WHAT THE EXERCISE ASKS: Copy out each line of the data that includes the string "KOETSHUISLAAN".

Stored data:
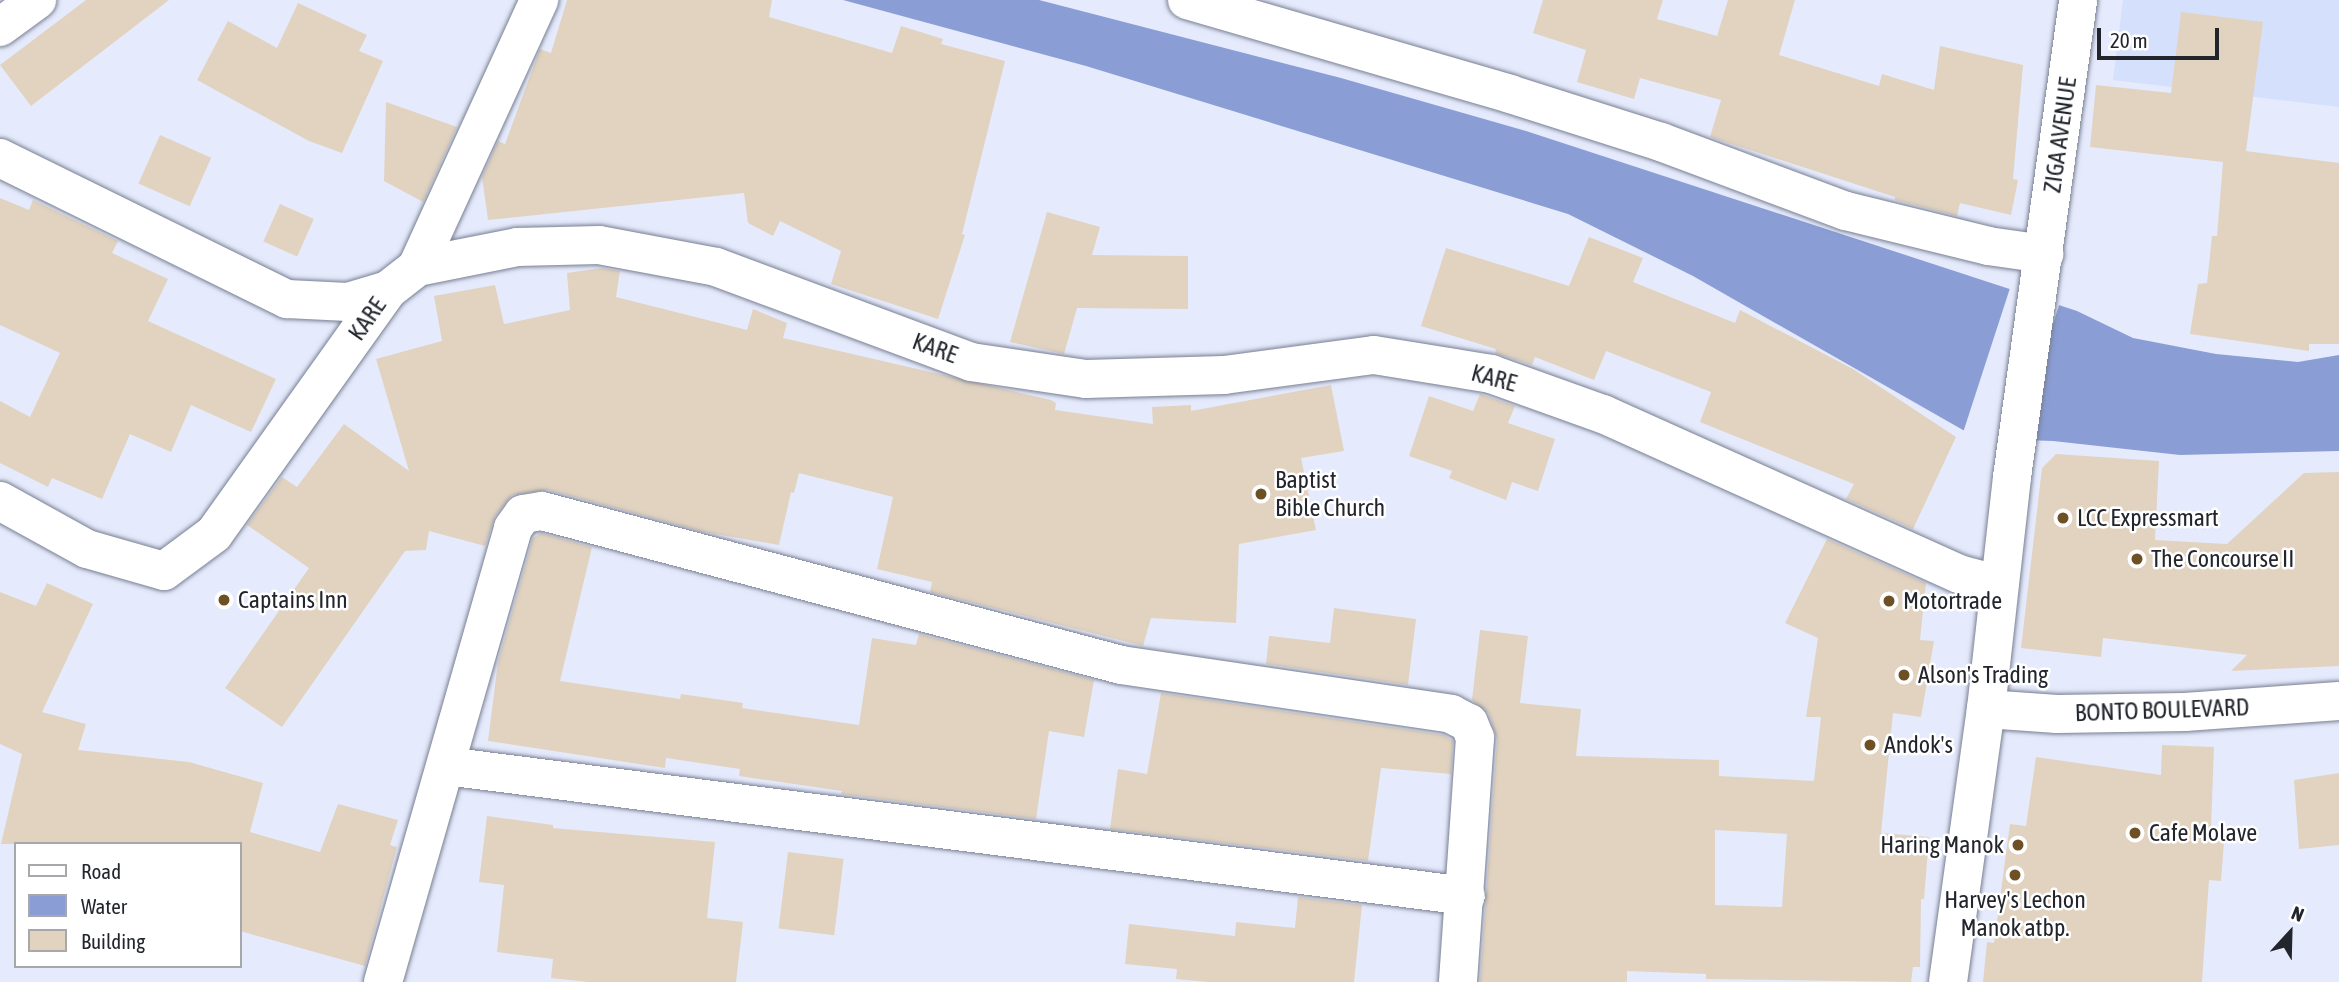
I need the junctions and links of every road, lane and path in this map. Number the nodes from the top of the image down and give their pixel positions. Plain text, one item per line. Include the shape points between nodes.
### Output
1 (37, 0) edge
2 (539, 0) edge
3 (1186, 0) edge
4 (2078, 0) edge
5 (0, 27) edge
6 (0, 158) edge
7 (2043, 262) junction
8 (402, 278) junction
9 (0, 501) edge
10 (2000, 585) junction
11 (2339, 701) edge
12 (1986, 709) junction
13 (446, 766) junction
14 (1466, 896) junction
15 (387, 981) edge
16 (1458, 982) edge
17 (1948, 982) edge

1 - 5 street
2 - 8 street
3 - 7 street via 1661,142 1846,211
4 - 7 street, ZIGA AVENUE
6 - 8 street via 288,299 348,302
7 - 10 street, ZIGA AVENUE
8 - 9 street, KARE via 214,534 164,571 87,549
8 - 10 street, KARE via 517,247 599,245 716,267 971,362 1086,379 1224,375 1374,355 1491,374 1603,414 1959,574
10 - 12 street, ZIGA AVENUE
11 - 12 street, BONTO BOULEVARD via 2185,712 2057,714
12 - 17 street, ZIGA AVENUE
13 - 14 street
13 - 14 street via 513,528 523,514 542,511 1122,665 1451,714 1469,723 1475,738
13 - 15 street
14 - 16 street

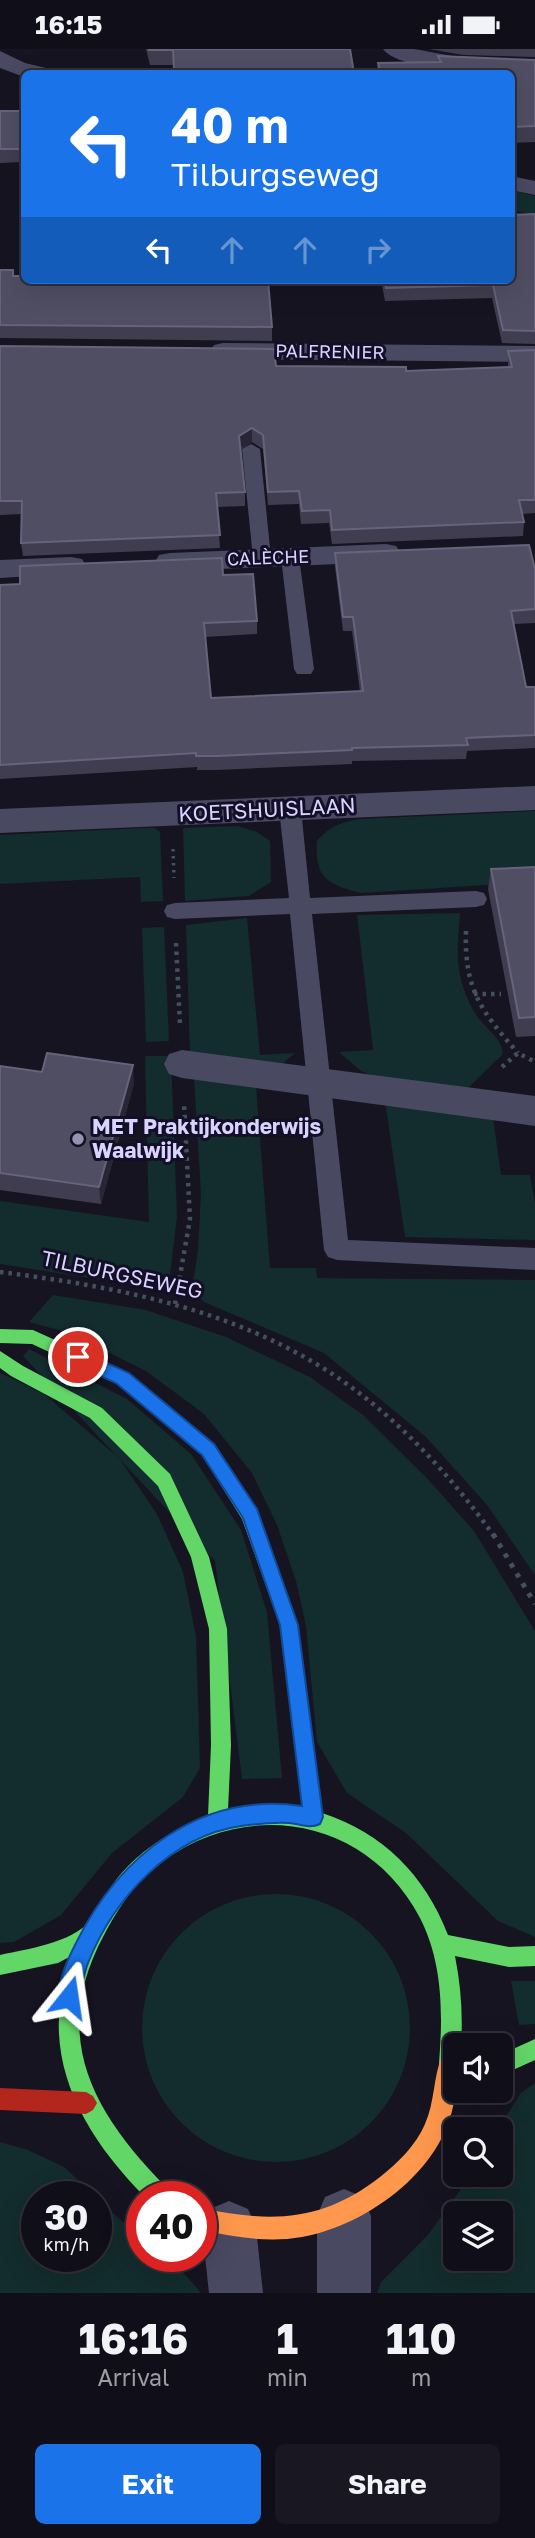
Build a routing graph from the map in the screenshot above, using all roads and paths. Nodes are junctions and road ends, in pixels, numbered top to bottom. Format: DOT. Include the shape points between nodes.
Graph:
graph roads {
  1 [pos="394,49"];
  2 [pos="0,58"];
  3 [pos="535,67"];
  4 [pos="25,70"];
  5 [pos="515,184"];
  6 [pos="535,188"];
  7 [pos="192,351"];
  8 [pos="535,355"];
  9 [pos="251,449"];
  10 [pos="413,552"];
  11 [pos="276,558"];
  12 [pos="138,563"];
  13 [pos="96,565"];
  14 [pos="0,569"];
  15 [pos="304,669"];
  16 [pos="535,798"];
  17 [pos="290,809"];
  18 [pos="0,821"];
  19 [pos="476,899"];
  20 [pos="302,905"];
  21 [pos="175,911"];
  22 [pos="501,993"];
  23 [pos="474,994"];
  24 [pos="518,1053"];
  25 [pos="182,1064"];
  26 [pos="320,1081"];
  27 [pos="535,1111"];
  28 [pos="535,1259"];
  29 [pos="0,1272"];
  30 [pos="0,1336"];
  31 [pos="0,1358"];
  32 [pos="535,1604"];
  33 [pos="313,1817"];
  34 [pos="218,1822"];
  35 [pos="93,1930"];
  36 [pos="443,1944"];
  37 [pos="535,1956"];
  38 [pos="0,1965"];
  39 [pos="452,2033"];
  40 [pos="535,2049"];
  41 [pos="513,2060"];
  42 [pos="0,2099"];
  43 [pos="86,2103"];
  44 [pos="444,2103"];
  45 [pos="142,2181"];
  46 [pos="344,2216"];
  47 [pos="217,2223"];
  48 [pos="217,2230"];
  49 [pos="236,2293"];
  50 [pos="344,2293"];
  1 -- 3 [label="street" via="437,60"];
  2 -- 4 [label="street"];
  5 -- 6 [label="street"];
  7 -- 8 [label="street, PALFRENIER"];
  9 -- 11 [label="lane"];
  10 -- 11 [label="street, CALÈCHE"];
  11 -- 12 [label="street, CALÈCHE"];
  11 -- 15 [label="lane"];
  13 -- 14 [label="street"];
  16 -- 17 [label="street, KOETSHUISLAAN"];
  17 -- 18 [label="street, KOETSHUISLAAN"];
  17 -- 20 [label="lane"];
  19 -- 20 [label="lane"];
  19 -- 23 [label="path" via="468,915 464,957"];
  20 -- 21 [label="lane"];
  20 -- 26 [label="lane"];
  22 -- 23 [label="path"];
  23 -- 24 [label="path" via="478,1007"];
  25 -- 26 [label="street"];
  26 -- 27 [label="street"];
  26 -- 28 [label="lane" via="337,1250"];
  29 -- 32 [label="path, TILBURGSEWEG" via="175,1304 242,1327 303,1356 369,1402 425,1450 479,1511"];
  30 -- 33 [label="street" via="33,1337 122,1378 208,1450 250,1515 289,1625"];
  31 -- 34 [label="street" via="96,1413 164,1480 195,1546 218,1629"];
  33 -- 34 [label="street" via="264,1813"];
  33 -- 36 [label="street" via="358,1837 395,1866 427,1907"];
  34 -- 35 [label="street" via="166,1846 144,1864 119,1890"];
  35 -- 38 [label="street" via="58,1953"];
  35 -- 43 [label="street" via="78,1962 67,2033 72,2070"];
  36 -- 37 [label="street" via="509,1957"];
  36 -- 39 [label="street"];
  40 -- 41 [label="street"];
  42 -- 43 [label="street"];
  43 -- 45 [label="street" via="130,2170"];
  44 -- 46 [label="street" via="434,2130 410,2164 380,2194"];
  46 -- 47 [label="street" via="307,2228 268,2232"];
  46 -- 50 [label="street"];
  48 -- 49 [label="street"];
}
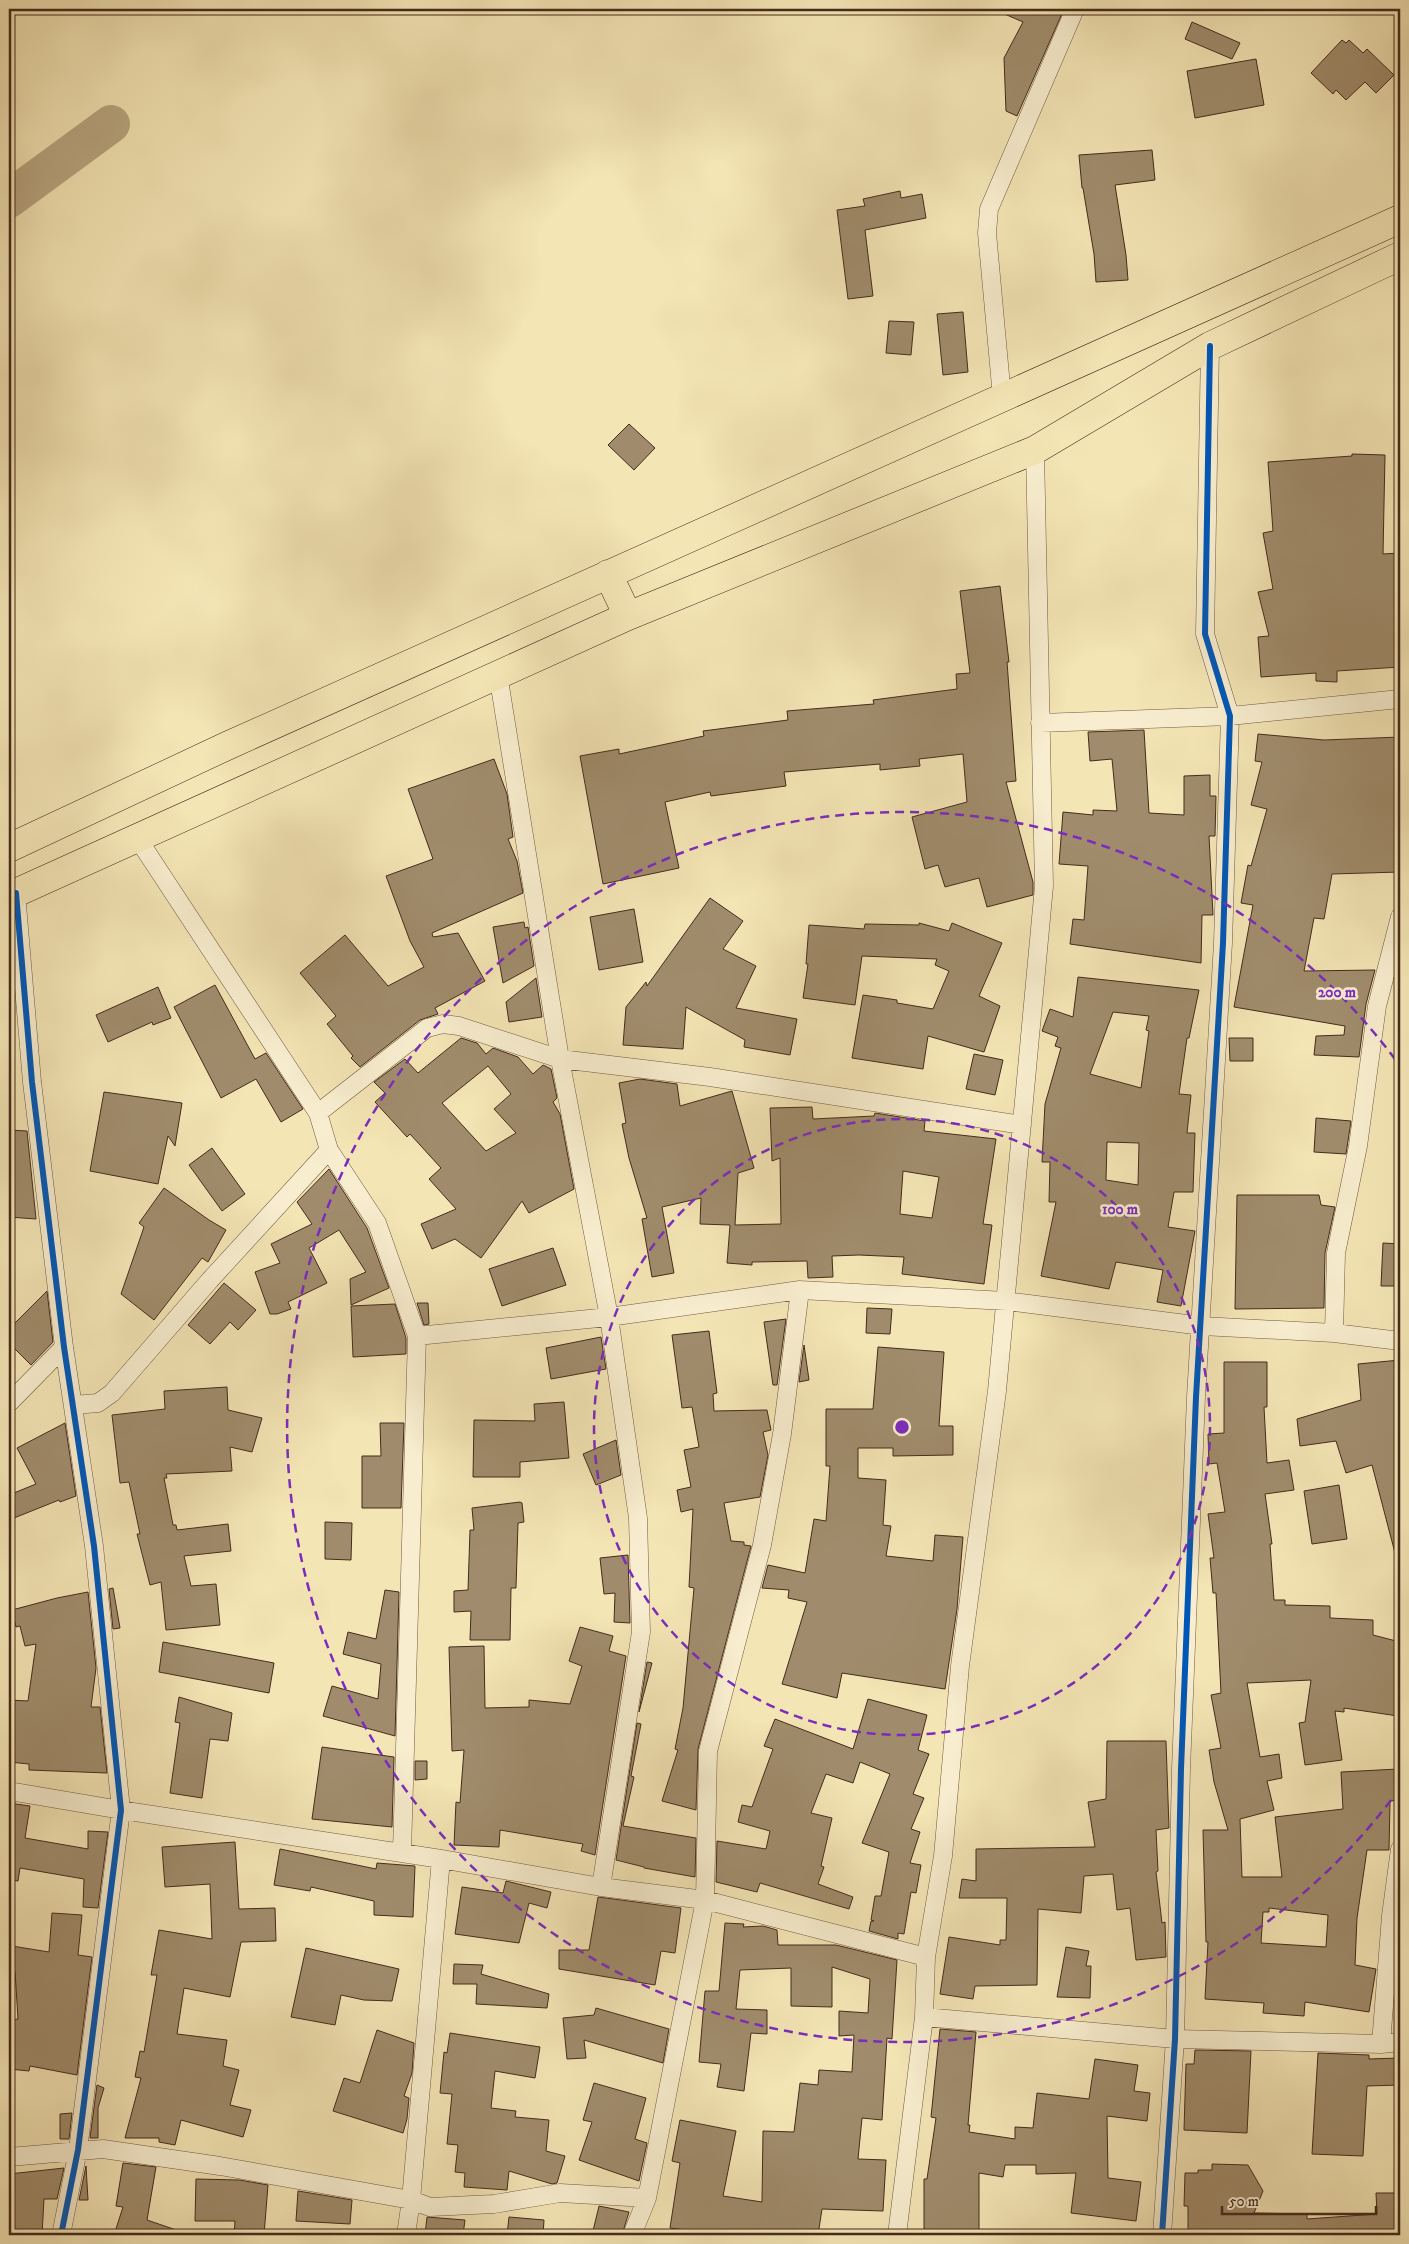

SOLUTION TO THIS EXERCISE:
  16 -- 17 [label="street, KOETSHUISLAAN"];
  17 -- 18 [label="street, KOETSHUISLAAN"];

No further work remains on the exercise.